Cotton also talked about the support CPD is receiving from other law enforcement agencies, both local and statewide.
“We probably could have sent every police officer home and every agency in Georgia would have come up here and answered calls for us,” he said. “But we didn’t need to do that. Our officers are prepared and we were able to make some adjustments and do the things we need to do.
“Every agency in the surrounding area, across the state, GBI, Georgia State Patrol, even agencies from outside of the State of Georgia have reached out to us to let us that they are praying for us and they are there to help us in any way they can.”
Asked what his department has learned from the incident Cotton said, “I think we always have to go back and reassess how we handle certain situations. Whenever something happens that results in somebody’s injury, then obviously we want to go back and make sure we train and try to minimize those situations.”

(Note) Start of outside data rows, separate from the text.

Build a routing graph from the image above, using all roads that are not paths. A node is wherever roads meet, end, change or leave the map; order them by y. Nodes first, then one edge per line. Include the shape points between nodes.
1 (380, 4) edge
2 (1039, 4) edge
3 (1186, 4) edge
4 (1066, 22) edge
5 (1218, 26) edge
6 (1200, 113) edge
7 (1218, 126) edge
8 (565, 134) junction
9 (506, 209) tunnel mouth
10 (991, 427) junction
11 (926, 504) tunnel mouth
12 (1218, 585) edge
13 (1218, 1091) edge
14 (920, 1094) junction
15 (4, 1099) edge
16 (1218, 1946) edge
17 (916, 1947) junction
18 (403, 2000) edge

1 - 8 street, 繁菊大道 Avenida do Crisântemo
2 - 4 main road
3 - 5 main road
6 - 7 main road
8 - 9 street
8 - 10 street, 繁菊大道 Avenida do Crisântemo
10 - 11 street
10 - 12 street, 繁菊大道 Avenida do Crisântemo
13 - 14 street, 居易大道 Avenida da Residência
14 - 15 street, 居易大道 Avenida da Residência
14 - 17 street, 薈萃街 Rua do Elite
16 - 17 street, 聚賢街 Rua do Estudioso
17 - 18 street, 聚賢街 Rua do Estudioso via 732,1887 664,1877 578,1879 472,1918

He continued,” I think the biggest thing we’ve learned is that the community support and outreach for this police officer and this department show me that the public loves and cares for law enforcement.”
Growing emotional, Cotton said, “They know it’s a tough job and we’re not always treated fairly. But a man got up to go to work that day. The only thing he did was go to work - just like each and every one of y’all do-get up and go to work. And he was seriously, critically injured for doing his job.

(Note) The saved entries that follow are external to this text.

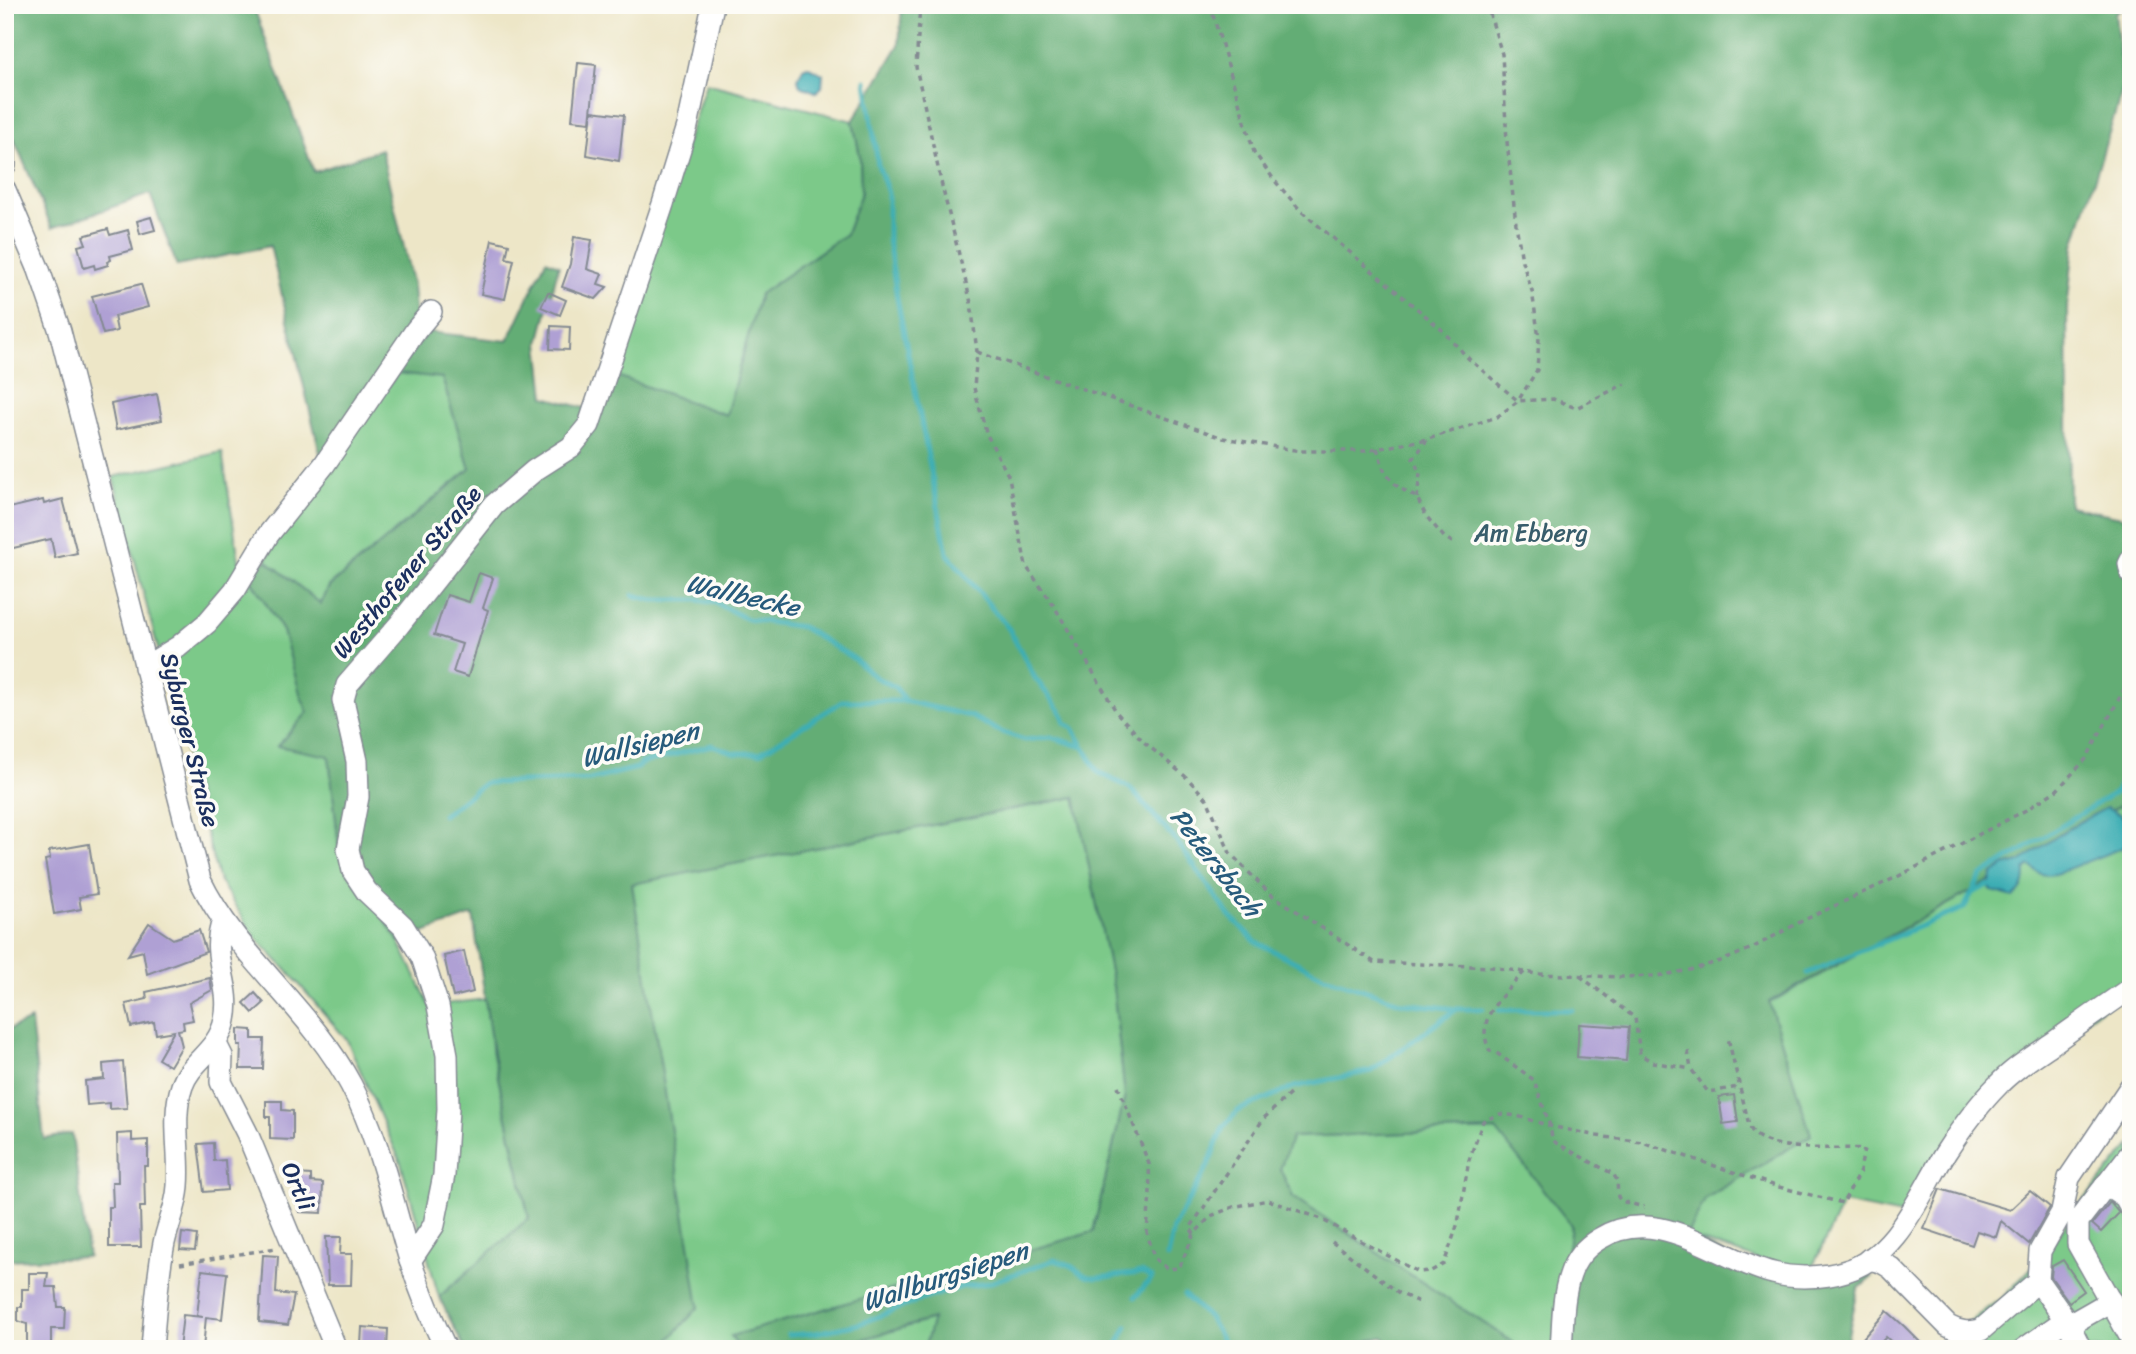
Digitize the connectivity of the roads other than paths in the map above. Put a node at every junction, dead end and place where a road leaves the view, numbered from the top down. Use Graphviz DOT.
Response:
graph roads {
  1 [pos="713,5"];
  2 [pos="5,143"];
  3 [pos="5,165"];
  4 [pos="5,191"];
  5 [pos="431,312"];
  6 [pos="2131,560"];
  7 [pos="2131,574"];
  8 [pos="145,667"];
  9 [pos="223,922"];
  10 [pos="2131,988"];
  11 [pos="218,1040"];
  12 [pos="2131,1087"];
  13 [pos="2131,1153"];
  14 [pos="2106,1184"];
  15 [pos="2131,1208"];
  16 [pos="1869,1259"];
  17 [pos="410,1261"];
  18 [pos="2038,1281"];
  19 [pos="2111,1301"];
  20 [pos="2067,1322"];
  21 [pos="2131,1338"];
  22 [pos="152,1349"];
  23 [pos="336,1349"];
  24 [pos="446,1349"];
  25 [pos="1561,1349"];
  26 [pos="2024,1349"];
  27 [pos="2081,1349"];
  1 -- 17 [label="street, Westhofener Straße"];
  2 -- 3 [label="street"];
  4 -- 8 [label="street, Syburger Straße"];
  5 -- 8 [label="street"];
  6 -- 7 [label="street"];
  8 -- 9 [label="street, Syburger Straße"];
  9 -- 11 [label="street"];
  9 -- 17 [label="street, Syburger Straße"];
  10 -- 16 [label="street"];
  11 -- 22 [label="street"];
  11 -- 23 [label="street, Ortli"];
  12 -- 18 [label="street"];
  13 -- 14 [label="street"];
  14 -- 15 [label="street"];
  14 -- 19 [label="street"];
  16 -- 18 [label="street"];
  16 -- 25 [label="street"];
  17 -- 24 [label="street"];
  18 -- 20 [label="street"];
  19 -- 20 [label="street"];
  19 -- 21 [label="street"];
  20 -- 26 [label="street"];
  20 -- 27 [label="street"];
}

“We don’t do this for the paycheck. We do it because we love it. And many of us feel like we’re protectors. Matt Cooper is one of those protectors. Not only does he defend this community every day, he defended this country overseas.”

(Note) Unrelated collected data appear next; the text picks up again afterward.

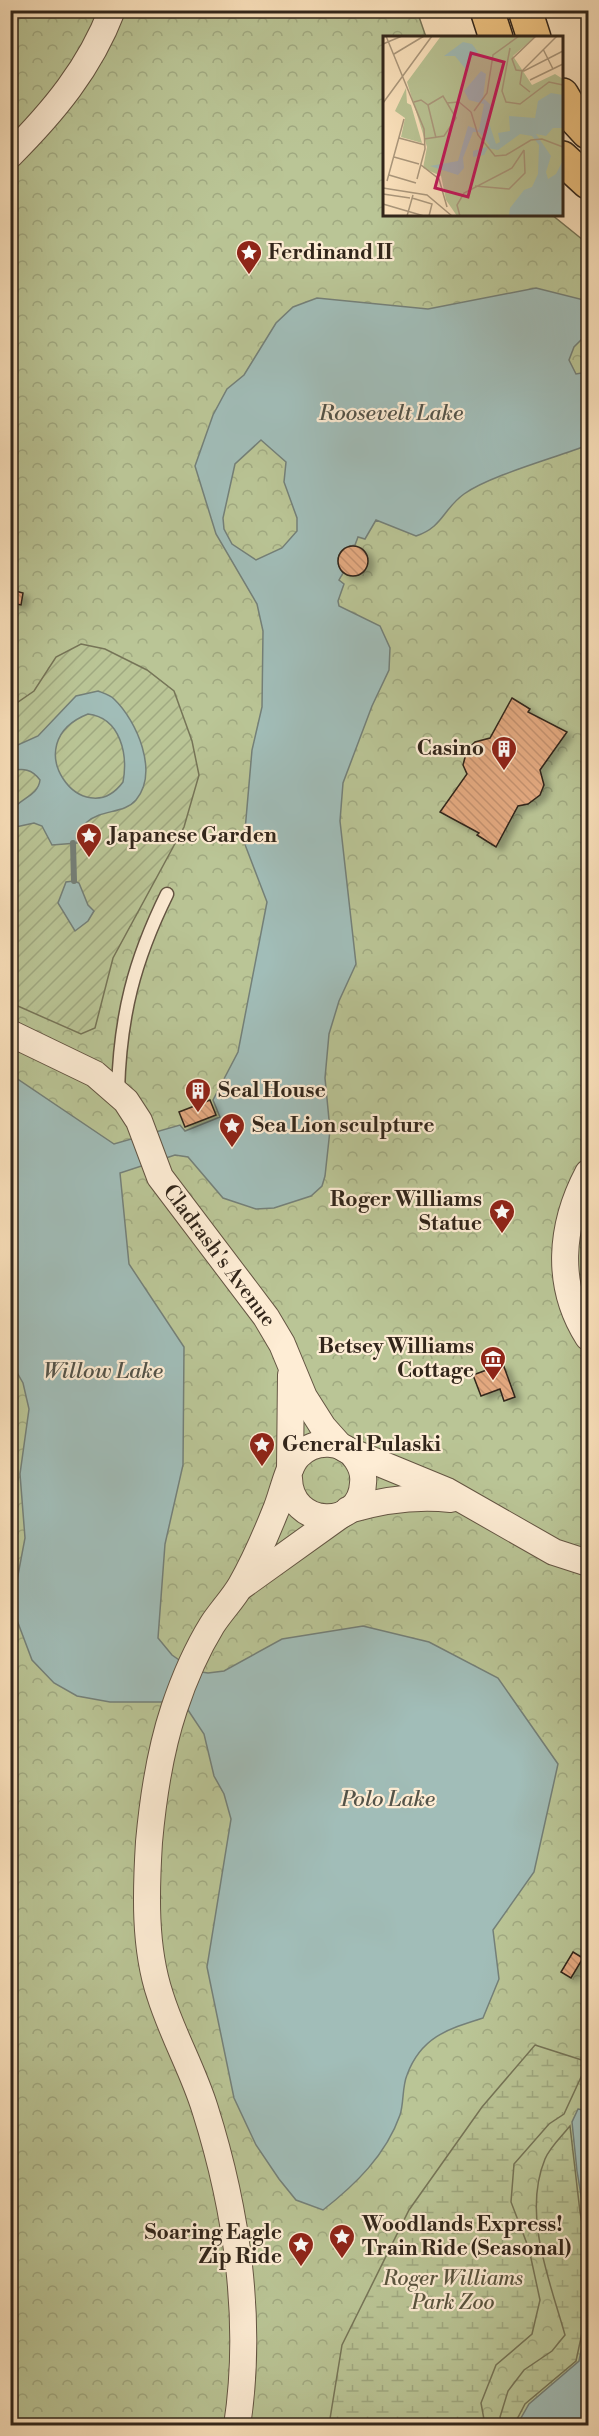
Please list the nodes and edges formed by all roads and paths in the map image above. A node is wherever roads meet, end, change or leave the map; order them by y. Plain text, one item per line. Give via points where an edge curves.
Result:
1 (112, 10) edge
2 (487, 10) edge
3 (525, 10) edge
4 (495, 36) edge
5 (533, 36) edge
6 (563, 98) edge
7 (588, 132) edge
8 (10, 155) edge
9 (563, 160) edge
10 (588, 182) edge
11 (167, 894) dead end
12 (10, 1033) edge
13 (118, 1091) junction
14 (588, 1173) edge
15 (588, 1337) edge
16 (291, 1372) junction
17 (342, 1447) junction
18 (289, 1474) junction
19 (469, 1502) junction
20 (345, 1513) junction
21 (588, 1563) edge
22 (239, 1588) junction
23 (237, 2426) edge

1 - 8 street via 97,46 73,84
2 - 4 highway
3 - 5 highway
6 - 7 highway
9 - 10 highway
11 - 13 lane via 129,989 120,1041
12 - 13 street, Cladrash's Avenue via 95,1074
13 - 16 street, Cladrash's Avenue via 134,1111 155,1164 179,1205 275,1330
14 - 15 street via 570,1216 564,1251 571,1298
16 - 17 street, Cladrash's Avenue via 310,1408
16 - 18 street, Cladrash's Avenue
17 - 18 street via 313,1445 299,1455
17 - 19 street
17 - 20 street via 357,1460 363,1481 358,1500
18 - 20 street via 291,1495 302,1509 325,1518
18 - 22 street
19 - 20 street via 409,1498 373,1503
19 - 21 street via 554,1552
20 - 22 street
22 - 23 street via 194,1656 171,1719 149,1841 148,1895 151,1954 160,1995 204,2105 228,2195 244,2350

Late in his nearly 20-minute press conference, Cotton offered more insight into the kind of person and police officer Matt Cooper is.
“Not only does he have the tactical superiority – he understands the art and the craft of being a counter sniper, tactically on a SWAT type situation- or on just a traffic stop, he understands the tactics. But you can also catch that smile-of how he can talk to a young child or make somebody feel at ease with what they’re doing.
“He’s the guy that you would want to show up at your mom’s house at 2:00 in the morning to help her if she needed it.”
Cotton said Officer Cooper is also a trained EMT. He thinks Cooper’s training and mindset were critical to him surviving Monday’s shooting.
“He knows not only how to show up and protect your life, but he also can save your life,” he said,” And I think that survival instinct of understanding what was going on, what people were trying to do to help him in his time of need, I think was very important.
“I think his mindset was critical, that he was going to survive this situation. And so far he’s doing it. And I believe it’s because Matt’s that strong of an individual.
Asked if Officer Cooper’s fight is an inspiration for him, Cotton said, “I think it inspires all of us. I learned in the police academy almost 32 years ago that if you get injured in the line of duty and you think that you’re going to die, you probably will.
“But if you think that you’ll survive it, you can. If your mind is set, and you believe that you’re going to pull through this. And I’ve always carried with me, in my personal life, that I’m going to survive anything that I can. I’m going to push through and make it.
“Well guess what, Matt Cooper is doing that and I’m standing back in awe watching that young man do that. And I’m humbled by watching the strength of that young man. It inspires all of us, I think.